- _Assignment_: Spot each line in the records below where the word "Noce" occurs, then copy it.
┏━━
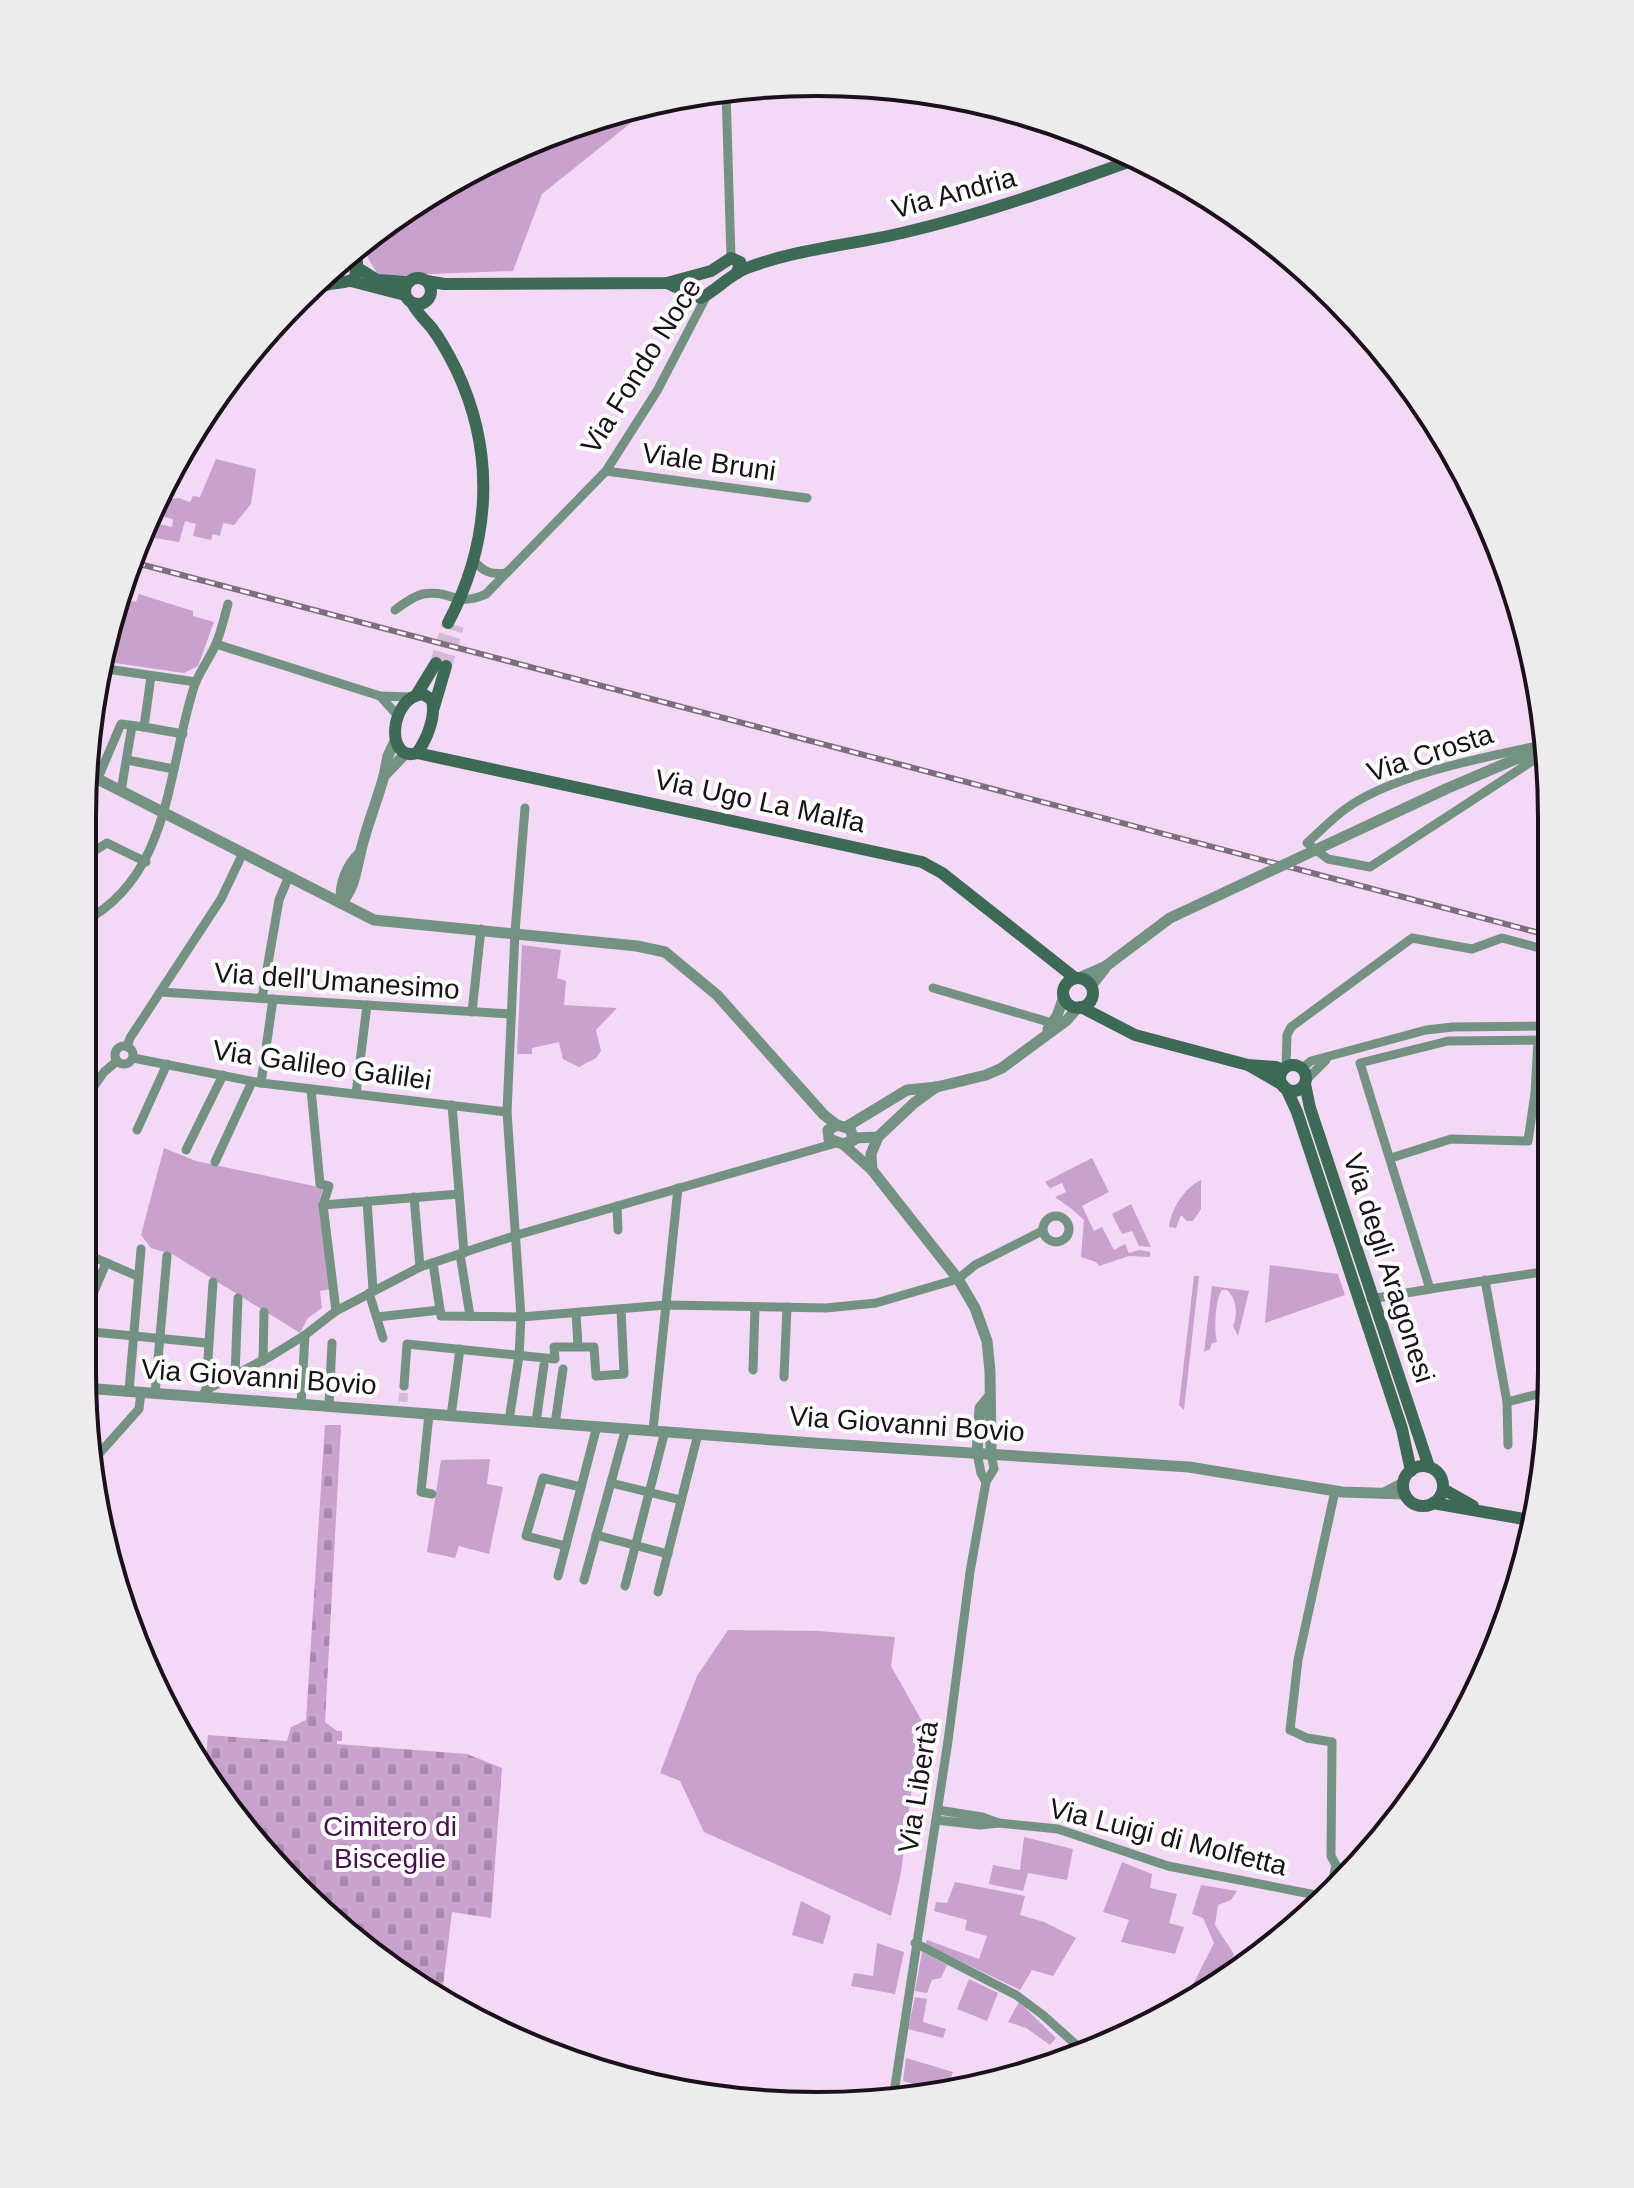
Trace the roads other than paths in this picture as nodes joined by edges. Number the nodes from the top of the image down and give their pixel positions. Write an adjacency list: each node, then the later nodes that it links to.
1 (726, 102): 4 (street)
2 (1122, 164): 3 (main road, Via Andria)
3 (781, 257): 4 (main road, Via Andria); 6 (main road, Via Andria)
4 (733, 258): 6 (main road, Via Fondo Noce); 7 (main road)
5 (357, 265): 8 (main road); 13 (main road)
6 (737, 273): 14 (main road, Via Fondo Noce)
7 (691, 276): 10 (main road); 12 (main road)
8 (351, 281): 9 (main road); 13 (main road)
9 (334, 283)
10 (667, 283): 11 (main road); 12 (main road)
11 (429, 291): 13 (main road); 13 (main road); 15 (main road)
12 (689, 292): 14 (main road)
13 (409, 293): 15 (main road)
14 (707, 295): 16 (street, Via Fondo Noce)
15 (429, 324): 18 (main road)
16 (606, 471): 17 (street, Viale Bruni); 19 (street, Via Fondo Noce)
17 (807, 498)
18 (474, 561): 19 (street); 20 (main road)
19 (506, 573): 20 (street, Via Fondo Noce)
20 (460, 601): 22 (street); 23 (main road)
21 (228, 604): 24 (street)
22 (395, 610)
23 (453, 624)
24 (216, 644): 27 (street); 29 (street)
25 (111, 670): 26 (street)
26 (151, 676): 27 (street); 33 (street)
27 (196, 682): 35 (street)
28 (414, 695): 29 (street); 30 (main road); 30 (main road); 31 (main road)
29 (380, 696): 31 (street)
30 (434, 707): 34 (main road)
31 (399, 717): 36 (main road)
32 (132, 726): 33 (street); 42 (street); 45 (street)
33 (144, 727): 35 (street)
34 (428, 733): 39 (main road); 41 (main road)
35 (183, 734): 43 (street)
36 (395, 741): 39 (main road); 44 (street)
37 (1534, 750): 40 (street, Via Crosta)
38 (1534, 752): 59 (street, Via Crosta, bridge)
39 (412, 753): 41 (main road, Via Ugo La Malfa); 44 (street)
40 (1535, 756)
41 (443, 758): 58 (main road, Via Ugo La Malfa)
42 (127, 760): 43 (street); 46 (street)
43 (174, 769): 48 (street)
44 (384, 776): 53 (street)
45 (98, 778): 46 (street)
46 (121, 791): 48 (street)
47 (525, 808): 56 (street)
48 (163, 812): 50 (street); 51 (street)
49 (96, 850): 51 (street)
50 (243, 853): 52 (street); 62 (street)
51 (146, 862): 54 (street)
52 (289, 876): 53 (street); 65 (street)
53 (341, 903): 55 (street)
54 (96, 914)
55 (481, 929): 56 (street); 69 (street)
56 (515, 932): 70 (street); 91 (street)
57 (1538, 948): 80 (street)
58 (1040, 950): 60 (main road, Via Ugo La Malfa); 64 (main road)
59 (1106, 966): 60 (street); 63 (street)
60 (1077, 978): 63 (main road); 64 (main road)
61 (933, 988): 71 (street)
62 (160, 992): 65 (street, Via dell'Umanesimo); 75 (street)
63 (1091, 992): 68 (main road); 72 (main road)
64 (1063, 994): 68 (main road); 71 (street)
65 (262, 998): 66 (street, Via dell'Umanesimo)
66 (273, 999): 67 (street, Via dell'Umanesimo); 82 (street)
67 (367, 1005): 69 (street, Via dell'Umanesimo); 87 (street)
68 (1079, 1007): 72 (main road); 74 (street)
69 (472, 1012): 70 (street, Via dell'Umanesimo)
70 (511, 1014): 89 (street)
71 (1052, 1023): 74 (street)
72 (1112, 1024): 79 (main road)
73 (1538, 1026): 80 (street)
74 (1043, 1036): 84 (street)
75 (127, 1047): 76 (street); 77 (street)
76 (133, 1058): 77 (street); 78 (street, Via Galileo Galilei)
77 (117, 1061): 83 (street)
78 (167, 1064): 81 (street, Via Galileo Galilei); 90 (street)
79 (1248, 1065): 80 (main road); 85 (main road)
80 (1297, 1073): 85 (main road); 85 (main road); 122 (main road, Via degli Aragonesi)
81 (223, 1075): 82 (street, Via Galileo Galilei); 93 (street)
82 (257, 1082): 86 (street, Via Galileo Galilei); 95 (street)
83 (96, 1083)
84 (937, 1087): 91 (street); 92 (street)
85 (1284, 1087): 123 (main road, Via degli Aragonesi)
86 (311, 1089): 87 (street, Via Galileo Galilei); 101 (street)
87 (356, 1094): 88 (street, Via Galileo Galilei)
88 (452, 1105): 89 (street, Via Galileo Galilei); 98 (street)
89 (507, 1112): 105 (street)
90 (137, 1130)
91 (841, 1135): 92 (street); 96 (street); 97 (street)
92 (878, 1137): 96 (street)
93 (186, 1150)
94 (1391, 1158): 94 (street); 119 (street)
95 (215, 1162)
96 (868, 1167): 115 (street)
97 (678, 1188): 102 (street); 124 (street)
98 (459, 1194): 99 (street); 107 (street)
99 (414, 1197): 100 (street); 112 (street)
100 (367, 1201): 101 (street); 120 (street)
101 (323, 1205): 128 (street)
102 (617, 1206): 103 (street); 105 (street)
103 (618, 1230)
104 (1042, 1231): 115 (street)
105 (517, 1235): 107 (street); 134 (street)
106 (141, 1249): 114 (street)
107 (462, 1253): 111 (street); 132 (street)
108 (167, 1256): 139 (street)
109 (96, 1258): 110 (street)
110 (106, 1263): 114 (street); 118 (street)
111 (433, 1263): 112 (street); 130 (street)
112 (420, 1267): 120 (street)
113 (1538, 1273): 116 (street)
114 (137, 1276): 137 (street)
115 (958, 1279): 126 (street); 157 (street)
116 (1485, 1280): 119 (street); 158 (street)
117 (213, 1282): 140 (street)
118 (96, 1287)
119 (1430, 1289): 122 (street)
120 (371, 1291): 128 (street); 133 (street)
121 (238, 1298): 149 (street)
122 (1374, 1298): 123 (street); 174 (main road, Via degli Aragonesi)
123 (1360, 1302): 175 (main road, Via degli Aragonesi)
124 (666, 1305): 125 (street); 127 (street); 168 (street)
125 (755, 1307): 126 (street); 148 (street)
126 (787, 1307): 150 (street)
127 (621, 1309): 131 (street); 142 (street)
128 (336, 1311): 136 (street)
129 (264, 1312): 145 (street)
130 (440, 1313): 132 (street); 133 (street)
131 (576, 1313): 134 (street); 142 (street)
132 (470, 1316): 134 (street)
133 (377, 1317): 138 (street)
134 (521, 1317): 144 (street)
135 (96, 1333): 137 (street)
136 (305, 1335): 145 (street); 159 (street)
137 (132, 1337): 139 (street); 153 (street)
138 (383, 1338)
139 (161, 1339): 140 (street); 155 (street)
140 (207, 1343): 154 (street)
141 (332, 1343): 160 (street)
142 (578, 1346): 144 (street)
143 (460, 1349): 144 (street); 151 (street); 162 (street)
144 (519, 1356): 163 (street)
145 (263, 1361): 149 (street)
146 (544, 1365): 164 (street)
147 (563, 1369): 165 (street)
148 (753, 1370)
149 (235, 1375): 154 (street)
150 (784, 1377)
151 (404, 1386)
152 (97, 1389): 153 (street, Via Giovanni Bovio)
153 (135, 1392): 155 (street, Via Giovanni Bovio); 171 (street)
154 (203, 1393): 155 (street, Via Giovanni Bovio); 159 (street, Via Giovanni Bovio)
155 (155, 1394)
156 (1537, 1394): 158 (street)
157 (989, 1397): 172 (street); 173 (street)
158 (1507, 1402): 170 (street)
159 (301, 1404): 160 (street, Via Giovanni Bovio)
160 (329, 1406): 161 (street, Via Giovanni Bovio)
161 (429, 1414): 162 (street, Via Giovanni Bovio); 183 (street)
162 (451, 1416): 163 (street, Via Giovanni Bovio)
163 (509, 1420): 164 (street, Via Giovanni Bovio)
164 (536, 1422): 165 (street, Via Giovanni Bovio)
165 (555, 1424): 166 (street, Via Giovanni Bovio)
166 (597, 1426): 167 (street, Via Giovanni Bovio); 178 (street)
167 (626, 1428): 168 (street, Via Giovanni Bovio); 177 (street)
168 (659, 1431): 169 (street, Via Giovanni Bovio); 182 (street)
169 (698, 1434): 172 (street, Via Giovanni Bovio); 184 (street)
170 (1508, 1445)
171 (101, 1452)
172 (977, 1453): 173 (street, Via Giovanni Bovio); 176 (street, Via Libertà)
173 (991, 1453): 176 (street, Via Libertà); 181 (street, Via Giovanni Bovio)
174 (1429, 1467): 175 (main road); 180 (main road)
175 (1411, 1471): 179 (main road, Via Giovanni Bovio)
176 (986, 1482): 196 (street, Via Libertà)
177 (611, 1483): 182 (street); 188 (street)
178 (581, 1487): 190 (street); 190 (street)
179 (1404, 1489): 181 (street, Via Giovanni Bovio); 185 (main road)
180 (1443, 1489): 185 (main road); 186 (main road)
181 (1338, 1492): 197 (street)
182 (649, 1493): 184 (street); 189 (street)
183 (432, 1494)
184 (681, 1500): 191 (street)
185 (1433, 1503): 186 (main road)
186 (1483, 1511): 187 (main road)
187 (1522, 1519)
188 (596, 1535): 189 (street); 193 (street)
189 (636, 1545): 191 (street); 194 (street)
190 (566, 1546): 192 (street)
191 (668, 1554): 195 (street)
192 (558, 1576)
193 (584, 1580)
194 (625, 1586)
195 (658, 1592)
196 (937, 1815): 198 (street, Via Luigi di Molfetta); 199 (street, Via Libertà)
197 (1334, 1873)
198 (1312, 1894)
199 (915, 1943): 200 (street); 201 (street, Via Libertà)
200 (1075, 2044)
201 (895, 2087)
┗━━
- _Output_:
4 (733, 258): 6 (main road, Via Fondo Noce); 7 (main road)
6 (737, 273): 14 (main road, Via Fondo Noce)
14 (707, 295): 16 (street, Via Fondo Noce)
16 (606, 471): 17 (street, Viale Bruni); 19 (street, Via Fondo Noce)
19 (506, 573): 20 (street, Via Fondo Noce)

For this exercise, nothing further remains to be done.